The Mary Jane Girls were an American girl group formed in 1983, best known for their songs "In My House", "All Night Long", "Candy Man", and their cover version of "Walk Like a Man". They were protégées of musician Rick James and disbanded in 1987.

Joanne "Jojo" McDuffie was the lead singer, the others filling out the group's style and appearance. On the studio recordings, McDuffie was backed by session vocalists rather than the other Mary Jane Girls. The group released two albums in the 1980s, and recorded a third – which was shelved for decades but finally released in 2014, as part of a larger retrospective of Rick James' work.

The group was inducted into the Rhythm & Blues Music Hall of Fame in 2019.

Background
Rick James was frequently backed in his studio recordings by vocalists Joanne "Jojo" McDuffie and the sisters Maxine and Julia Waters.

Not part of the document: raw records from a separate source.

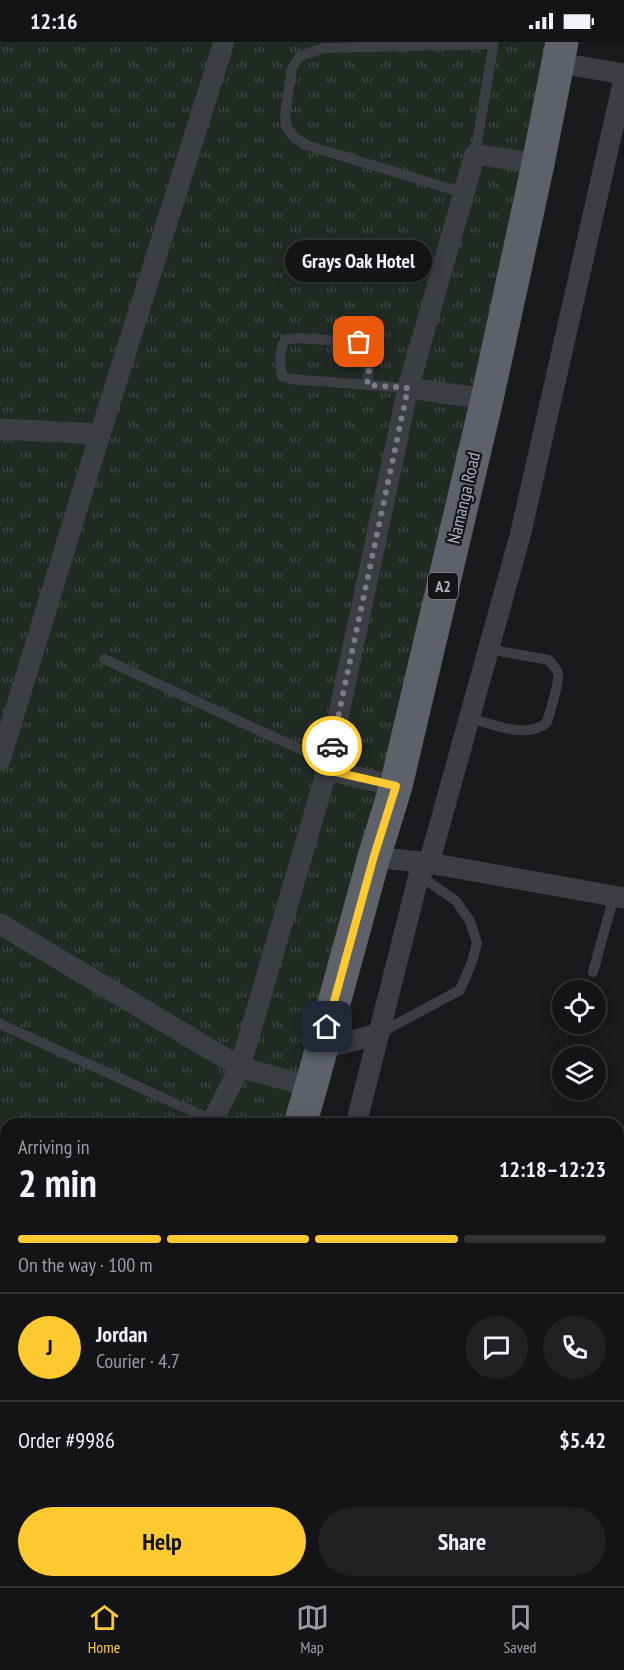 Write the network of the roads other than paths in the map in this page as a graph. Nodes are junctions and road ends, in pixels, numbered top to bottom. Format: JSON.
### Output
{"nodes":[{"id":1,"x":224,"y":42,"type":"edge"},
{"id":2,"x":494,"y":43,"type":"edge"},
{"id":3,"x":560,"y":52,"type":"edge"},
{"id":4,"x":624,"y":74,"type":"edge"},
{"id":5,"x":624,"y":79,"type":"edge"},
{"id":6,"x":475,"y":154,"type":"junction"},
{"id":7,"x":538,"y":164,"type":"junction"},
{"id":8,"x":464,"y":193,"type":"junction"},
{"id":9,"x":367,"y":385,"type":"junction"},
{"id":10,"x":408,"y":388,"type":"junction"},
{"id":11,"x":487,"y":399,"type":"junction"},
{"id":12,"x":0,"y":429,"type":"edge"},
{"id":13,"x":100,"y":434,"type":"junction"},
{"id":14,"x":488,"y":649,"type":"junction"},
{"id":15,"x":104,"y":659,"type":"dead end"},
{"id":16,"x":469,"y":718,"type":"junction"},
{"id":17,"x":0,"y":760,"type":"edge"},
{"id":18,"x":327,"y":766,"type":"junction"},
{"id":19,"x":396,"y":786,"type":"junction"},
{"id":20,"x":374,"y":856,"type":"junction"},
{"id":21,"x":424,"y":869,"type":"junction"},
{"id":22,"x":619,"y":897,"type":"edge"},
{"id":23,"x":0,"y":924,"type":"edge"},
{"id":24,"x":593,"y":972,"type":"dead end"},
{"id":25,"x":0,"y":1024,"type":"edge"},
{"id":26,"x":378,"y":1034,"type":"junction"},
{"id":27,"x":321,"y":1049,"type":"junction"},
{"id":28,"x":240,"y":1067,"type":"junction"},
{"id":29,"x":311,"y":1087,"type":"junction"},
{"id":30,"x":203,"y":1118,"type":"edge"},
{"id":31,"x":214,"y":1118,"type":"edge"},
{"id":32,"x":302,"y":1118,"type":"edge"},
{"id":33,"x":357,"y":1118,"type":"edge"}],
"edges":[{"from":1,"to":13,"type":"street"},
{"from":2,"to":6,"type":"lane"},
{"from":2,"to":8,"type":"lane"},
{"from":3,"to":4,"type":"street"},
{"from":3,"to":7,"type":"highway","name":"Namanga Road","number":"A2"},
{"from":5,"to":14,"type":"street"},
{"from":6,"to":7,"type":"street"},
{"from":6,"to":8,"type":"street"},
{"from":7,"to":11,"type":"highway","name":"Namanga Road","number":"A2"},
{"from":8,"to":10,"type":"street"},
{"from":9,"to":9,"type":"lane"},
{"from":9,"to":10,"type":"lane"},
{"from":10,"to":11,"type":"street"},
{"from":10,"to":18,"type":"street"},
{"from":11,"to":19,"type":"highway","name":"Namanga Road","number":"A2"},
{"from":12,"to":13,"type":"street"},
{"from":13,"to":17,"type":"street"},
{"from":14,"to":16,"type":"street"},
{"from":14,"to":16,"type":"lane"},
{"from":15,"to":18,"type":"lane"},
{"from":16,"to":21,"type":"street"},
{"from":18,"to":19,"type":"street"},
{"from":18,"to":28,"type":"street"},
{"from":19,"to":20,"type":"highway","name":"Namanga Road","number":"A2"},
{"from":20,"to":21,"type":"street"},
{"from":20,"to":27,"type":"highway","name":"Namanga Road","number":"A2"},
{"from":21,"to":22,"type":"street"},
{"from":21,"to":26,"type":"street"},
{"from":21,"to":26,"type":"lane"},
{"from":22,"to":24,"type":"lane"},
{"from":23,"to":28,"type":"street"},
{"from":25,"to":30,"type":"lane"},
{"from":26,"to":27,"type":"street"},
{"from":26,"to":33,"type":"street"},
{"from":27,"to":29,"type":"highway","name":"Namanga Road","number":"A2"},
{"from":28,"to":29,"type":"street"},
{"from":28,"to":31,"type":"street"},
{"from":29,"to":32,"type":"highway","name":"Namanga Road","number":"A2"}]}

For live performances, starting in 1979, James was backed by McDuffie along with Cheryl Bailey (who used the stage name Cheri Wells), Candice "Candi" Ghant and Kimberly "Maxi" Wuletich. Casually amongst the musicians, McDuffie, Wells, Ghant and Wuletich used the moniker Mary Jane Girls, a subgroup of James' backing band, the Stone City Band. The women learned choreographed dance routines and they practiced under a vocal coach.

Career
In 1983, James proposed to Motown that McDuffie be offered a solo career but miscommunication caused the label to sign an all-female group, which he determined would be the Mary Jane Girls. James filled the positions behind McDuffie with Wells, Ghant and Wuletich. He also wrote all the original songs and produced all the recordings. Often compared to the protégées of his rival Prince, Vanity 6, who debuted in 1982, James told Jet in 1983 that he had come up with the concept six years prior but shelved the idea for a lack of time. "I wanted there to be a Black female group in the industry that could express more reality with relationships to men. I wanted there to be Black girls who could really speak about love, the pain, money, power, hate and everything. Originally there were going to be three girls in negligees doing the punk thing."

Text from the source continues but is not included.